The most famous onsen in Kyushu include:
- Harazuru Onsen (Fukuoka)
- Ureshino Onsen (Saga)
- Unzen Onsen (Nagasaki)
- Kurokawa Onsen (Oita)
- Yufuin Onsen (Oita)
- Beppu Onsen (Oita)
- Aso Onsen Village (Kumamoto)
- Ibusuki Onsen (Kagoshima)
- Kirishima Onsen Village (Kagoshima)
- Yakushima Onsen (Kagoshima)
The Unzen Onsen are probably the most famous in all of Kyushu and are also known as the Jigoku (Hell) Onsen. It gets its name from the smoke emanating from the rocky landscape. It's worth a visit if you find yourself in the area.
These hot springs are good for the body. There are hot springs all over Japan but there’s a particularly large number of them in Kyushu, particularly in the town of Beppu in the Oita Prefecture. You can see the steam from the onsen all over the town.
You’ll also find onsen in Kansai, Miyajima, Hiroshima, Kamakura, and on the island of Shikoku.
Visit Fukuoka, the Beating Heart of Kyushu
Visiting Japan’s nature is a good thing, but you can also visit some of Japan’s best cities. While a lot of tourists visit Tokyo, the capital city, there are other cities you should visit like Fukuoka.
Fukuoka is one of the country’s biggest cities and also the designated city for the prefecture of the same name. With 1.5 million inhabitants, it's also the main city in Kyushu. Before 1889, there were 2 Japanese cities here, Fukuoka and Hakata, but they grew and merged into one another, keeping the name of the former.
The Hakata name is still used in the city for the JR Shinkansen station and the local speciality, Hakata ramen.
Fukuoka is a marvellous city with diverse and lively neighbourhoods. There are several interesting sites to visit, too:
- Ohori Park
- Canal City Hakata
- Momochihama, the beach at Fukuoka.
- Fukuoka Tower in Hakata Bay.
- The Tocho-Ji Temple with its large Buddha.

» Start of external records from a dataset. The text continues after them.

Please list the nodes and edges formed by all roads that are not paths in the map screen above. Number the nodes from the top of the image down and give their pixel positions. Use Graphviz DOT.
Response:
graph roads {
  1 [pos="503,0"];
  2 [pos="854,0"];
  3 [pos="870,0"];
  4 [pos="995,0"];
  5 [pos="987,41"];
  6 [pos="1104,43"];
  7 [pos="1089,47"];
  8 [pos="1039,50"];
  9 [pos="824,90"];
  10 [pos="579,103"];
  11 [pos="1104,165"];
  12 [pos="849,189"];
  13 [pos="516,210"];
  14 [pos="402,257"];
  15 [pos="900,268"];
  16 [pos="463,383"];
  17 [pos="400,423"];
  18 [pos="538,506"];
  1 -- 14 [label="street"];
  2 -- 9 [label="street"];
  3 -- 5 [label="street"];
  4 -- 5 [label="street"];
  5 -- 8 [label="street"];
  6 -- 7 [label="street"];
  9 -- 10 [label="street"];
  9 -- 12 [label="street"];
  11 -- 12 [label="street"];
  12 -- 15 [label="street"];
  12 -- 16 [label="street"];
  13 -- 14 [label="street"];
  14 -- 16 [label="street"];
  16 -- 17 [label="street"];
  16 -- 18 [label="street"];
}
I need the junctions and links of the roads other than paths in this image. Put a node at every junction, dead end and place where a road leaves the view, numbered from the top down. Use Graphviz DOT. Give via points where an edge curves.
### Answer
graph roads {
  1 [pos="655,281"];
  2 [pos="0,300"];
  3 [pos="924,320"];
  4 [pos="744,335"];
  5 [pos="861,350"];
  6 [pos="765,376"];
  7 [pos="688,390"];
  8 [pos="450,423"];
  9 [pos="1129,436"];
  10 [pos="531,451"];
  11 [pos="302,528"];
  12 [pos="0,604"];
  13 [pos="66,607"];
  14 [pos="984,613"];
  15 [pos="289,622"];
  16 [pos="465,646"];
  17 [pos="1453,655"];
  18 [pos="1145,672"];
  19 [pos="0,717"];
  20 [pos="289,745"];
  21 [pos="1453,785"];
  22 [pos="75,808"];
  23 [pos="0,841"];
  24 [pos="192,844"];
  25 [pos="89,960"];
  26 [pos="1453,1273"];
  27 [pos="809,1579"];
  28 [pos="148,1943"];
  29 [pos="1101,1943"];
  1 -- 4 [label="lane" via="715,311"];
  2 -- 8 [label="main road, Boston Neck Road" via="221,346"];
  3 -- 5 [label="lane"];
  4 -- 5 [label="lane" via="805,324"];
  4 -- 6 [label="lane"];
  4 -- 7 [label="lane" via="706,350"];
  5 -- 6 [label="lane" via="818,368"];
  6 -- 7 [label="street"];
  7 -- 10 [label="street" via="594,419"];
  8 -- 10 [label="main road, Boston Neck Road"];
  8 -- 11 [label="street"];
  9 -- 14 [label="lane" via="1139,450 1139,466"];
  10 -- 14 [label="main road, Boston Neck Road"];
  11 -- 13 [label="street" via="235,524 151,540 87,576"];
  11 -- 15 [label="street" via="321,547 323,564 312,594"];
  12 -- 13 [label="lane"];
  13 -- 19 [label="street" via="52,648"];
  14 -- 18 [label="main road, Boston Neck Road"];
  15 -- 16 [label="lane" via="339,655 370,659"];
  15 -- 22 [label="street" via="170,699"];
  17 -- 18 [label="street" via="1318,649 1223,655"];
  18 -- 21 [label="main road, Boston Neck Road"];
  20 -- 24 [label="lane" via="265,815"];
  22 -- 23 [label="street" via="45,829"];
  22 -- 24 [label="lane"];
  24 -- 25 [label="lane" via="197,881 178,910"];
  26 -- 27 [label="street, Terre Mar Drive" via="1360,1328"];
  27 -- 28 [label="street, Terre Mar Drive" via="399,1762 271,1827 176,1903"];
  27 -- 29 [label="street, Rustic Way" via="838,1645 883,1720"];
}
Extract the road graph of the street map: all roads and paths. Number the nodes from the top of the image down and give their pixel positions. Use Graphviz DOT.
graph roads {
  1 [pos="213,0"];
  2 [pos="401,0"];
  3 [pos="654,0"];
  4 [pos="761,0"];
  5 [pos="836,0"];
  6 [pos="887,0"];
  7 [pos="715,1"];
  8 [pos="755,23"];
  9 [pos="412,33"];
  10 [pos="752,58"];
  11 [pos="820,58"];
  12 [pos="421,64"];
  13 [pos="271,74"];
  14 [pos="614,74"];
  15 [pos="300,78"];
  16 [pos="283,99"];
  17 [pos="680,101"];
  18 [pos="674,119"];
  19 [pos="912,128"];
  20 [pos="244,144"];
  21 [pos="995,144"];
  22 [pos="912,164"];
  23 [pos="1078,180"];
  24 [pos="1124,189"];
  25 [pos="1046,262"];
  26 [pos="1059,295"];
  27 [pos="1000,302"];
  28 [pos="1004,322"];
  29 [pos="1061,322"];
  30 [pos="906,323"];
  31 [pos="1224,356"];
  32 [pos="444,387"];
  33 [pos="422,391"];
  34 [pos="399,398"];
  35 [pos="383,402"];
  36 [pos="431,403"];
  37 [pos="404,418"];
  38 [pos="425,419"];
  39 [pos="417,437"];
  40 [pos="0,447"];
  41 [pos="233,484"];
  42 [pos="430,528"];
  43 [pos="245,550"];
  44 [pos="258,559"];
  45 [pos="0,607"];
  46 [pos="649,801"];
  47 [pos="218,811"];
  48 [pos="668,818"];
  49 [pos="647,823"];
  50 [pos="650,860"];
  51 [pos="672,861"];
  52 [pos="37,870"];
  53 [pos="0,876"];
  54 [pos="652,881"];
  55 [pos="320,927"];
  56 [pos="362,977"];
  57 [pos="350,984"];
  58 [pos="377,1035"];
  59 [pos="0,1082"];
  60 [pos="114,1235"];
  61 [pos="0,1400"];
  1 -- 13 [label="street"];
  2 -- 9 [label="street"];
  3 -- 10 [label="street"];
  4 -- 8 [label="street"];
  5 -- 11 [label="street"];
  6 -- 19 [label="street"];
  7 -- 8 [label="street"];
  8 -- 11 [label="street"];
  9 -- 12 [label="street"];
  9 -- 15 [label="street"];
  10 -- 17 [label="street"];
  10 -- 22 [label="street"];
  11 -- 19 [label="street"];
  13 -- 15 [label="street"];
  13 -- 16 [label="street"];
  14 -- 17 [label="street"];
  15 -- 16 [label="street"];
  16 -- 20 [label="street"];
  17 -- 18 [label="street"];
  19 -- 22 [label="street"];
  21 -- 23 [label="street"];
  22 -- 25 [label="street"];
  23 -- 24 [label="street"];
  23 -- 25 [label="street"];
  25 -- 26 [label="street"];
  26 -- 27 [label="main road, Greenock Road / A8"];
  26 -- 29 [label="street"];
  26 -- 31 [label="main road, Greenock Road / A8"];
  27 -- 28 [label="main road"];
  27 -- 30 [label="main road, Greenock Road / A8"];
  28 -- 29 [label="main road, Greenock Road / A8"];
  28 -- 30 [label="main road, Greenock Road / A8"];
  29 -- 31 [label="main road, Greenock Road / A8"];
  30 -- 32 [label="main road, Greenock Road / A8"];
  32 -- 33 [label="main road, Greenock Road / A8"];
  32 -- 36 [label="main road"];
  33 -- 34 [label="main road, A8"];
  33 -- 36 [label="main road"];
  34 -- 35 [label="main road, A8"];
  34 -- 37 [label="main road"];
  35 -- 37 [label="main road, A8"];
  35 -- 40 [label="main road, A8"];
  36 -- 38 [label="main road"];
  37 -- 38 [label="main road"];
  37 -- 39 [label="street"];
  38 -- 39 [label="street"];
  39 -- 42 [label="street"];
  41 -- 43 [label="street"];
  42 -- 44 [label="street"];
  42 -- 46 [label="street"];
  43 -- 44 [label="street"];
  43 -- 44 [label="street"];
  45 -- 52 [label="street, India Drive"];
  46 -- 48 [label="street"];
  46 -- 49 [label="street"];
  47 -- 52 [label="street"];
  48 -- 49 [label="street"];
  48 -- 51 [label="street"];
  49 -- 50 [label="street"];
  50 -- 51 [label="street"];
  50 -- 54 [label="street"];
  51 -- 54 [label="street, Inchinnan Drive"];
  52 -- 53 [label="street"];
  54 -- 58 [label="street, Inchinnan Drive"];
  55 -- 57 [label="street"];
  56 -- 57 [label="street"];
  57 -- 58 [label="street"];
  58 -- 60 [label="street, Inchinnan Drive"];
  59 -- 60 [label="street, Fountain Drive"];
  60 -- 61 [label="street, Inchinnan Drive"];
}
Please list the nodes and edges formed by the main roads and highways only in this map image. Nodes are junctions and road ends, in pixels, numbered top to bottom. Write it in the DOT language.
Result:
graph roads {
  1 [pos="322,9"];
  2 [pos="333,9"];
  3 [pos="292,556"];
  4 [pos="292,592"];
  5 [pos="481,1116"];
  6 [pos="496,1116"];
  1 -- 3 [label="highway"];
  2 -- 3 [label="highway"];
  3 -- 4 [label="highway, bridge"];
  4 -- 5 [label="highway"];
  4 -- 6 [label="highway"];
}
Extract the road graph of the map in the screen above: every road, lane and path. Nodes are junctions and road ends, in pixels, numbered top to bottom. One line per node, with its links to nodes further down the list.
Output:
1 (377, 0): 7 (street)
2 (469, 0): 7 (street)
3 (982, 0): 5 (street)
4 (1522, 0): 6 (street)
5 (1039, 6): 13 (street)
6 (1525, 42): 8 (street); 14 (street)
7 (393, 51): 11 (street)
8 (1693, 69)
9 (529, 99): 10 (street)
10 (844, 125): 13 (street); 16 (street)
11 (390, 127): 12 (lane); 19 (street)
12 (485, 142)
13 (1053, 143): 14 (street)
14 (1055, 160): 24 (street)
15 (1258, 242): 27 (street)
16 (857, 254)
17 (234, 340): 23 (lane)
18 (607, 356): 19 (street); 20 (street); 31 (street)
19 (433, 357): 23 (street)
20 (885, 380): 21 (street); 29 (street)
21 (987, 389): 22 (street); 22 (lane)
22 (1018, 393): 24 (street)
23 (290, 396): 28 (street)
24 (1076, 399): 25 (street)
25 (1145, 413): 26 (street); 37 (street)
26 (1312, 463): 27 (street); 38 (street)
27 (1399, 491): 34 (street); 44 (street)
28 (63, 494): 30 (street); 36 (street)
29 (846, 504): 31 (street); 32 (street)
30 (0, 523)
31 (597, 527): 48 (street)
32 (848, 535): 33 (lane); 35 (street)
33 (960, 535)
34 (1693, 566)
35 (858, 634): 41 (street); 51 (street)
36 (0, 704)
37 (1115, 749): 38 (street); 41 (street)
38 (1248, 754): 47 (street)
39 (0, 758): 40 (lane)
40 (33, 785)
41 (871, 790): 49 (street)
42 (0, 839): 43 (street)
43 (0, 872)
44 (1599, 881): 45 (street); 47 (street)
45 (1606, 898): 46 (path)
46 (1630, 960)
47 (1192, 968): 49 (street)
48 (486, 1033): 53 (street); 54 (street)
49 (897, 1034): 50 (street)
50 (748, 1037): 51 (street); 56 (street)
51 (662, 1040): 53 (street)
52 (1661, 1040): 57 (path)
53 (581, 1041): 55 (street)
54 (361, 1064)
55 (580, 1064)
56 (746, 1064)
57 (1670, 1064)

- Yanagibashi Rengo Market
- Hakatamachiya Furusatokan Museum
- The various Shinto shrines (Sumiyoshi, Hakozaki, Kushida, etc.).
- The Momochi waterfront.
There’s something for everyone in Fukuoka and you can easily spend several days there. Whether you want to walk around, see some art, shop, or get something nice to eat, you won’t be disappointed.
Discover Volcanoes in Japan
There’s nothing more impressive than seeing one of Japan’s active volcanoes!
The island of Kyushu has 2 active volcanoes: Mount Aso, the largest volcano in Japan, and Sakurajima, a volcano that has formed an 80km2 island. These volcanoes pose a risk to the local populations, but you can still visit them.
Of course, the Japanese authorities keep an eye on both of them and visiting the volcanoes is highly recommended if you find yourself in Kyushu.
The island of Sakurajima (which is now a peninsula) is home to hot springs, observatories, a park, and the buried shrine gate. You should only need an afternoon to visit it.
If you want to visit Mount Aso, you’ll need to take the cable car to reach the top and visit the namesake town for an incredible view of the volcano.
Culinary Tourism in Kyushu
Japanese food is famous all over the world. We could easily talk about sushi, ramen, or yakitori. That said, each region also has its culinary specialities and Kyushu is no exception.
Fukuoka is one of the best places to try the local cuisine as it’s the island’s largest city. You can find traditional izakaya bars all over town.
Of all the regional specialities, you can try:
- Hakata ramen
- Motsunabe, a meat and vegetable stew.
- Mizutaki, a chicken hot pot.
- Karashi Mentaiko, spicy fish roe.
- Gameni, simmered chicken and vegetables.
- Goma Saba, mackerel sashimi.
- Hakata-style gyozas.
- Yaki Curry, a baked curry.
- Umegae Mochi, sweet dumplings filled with red bean paste.
- Amaou Ichigo, massive strawberries.
Kyushu also has some culinary traditions like making curry with beef instead of pork, eating butaman (steamed buns), or a soy sauce that is sweeter than what you’d usually find elsewhere in Japan.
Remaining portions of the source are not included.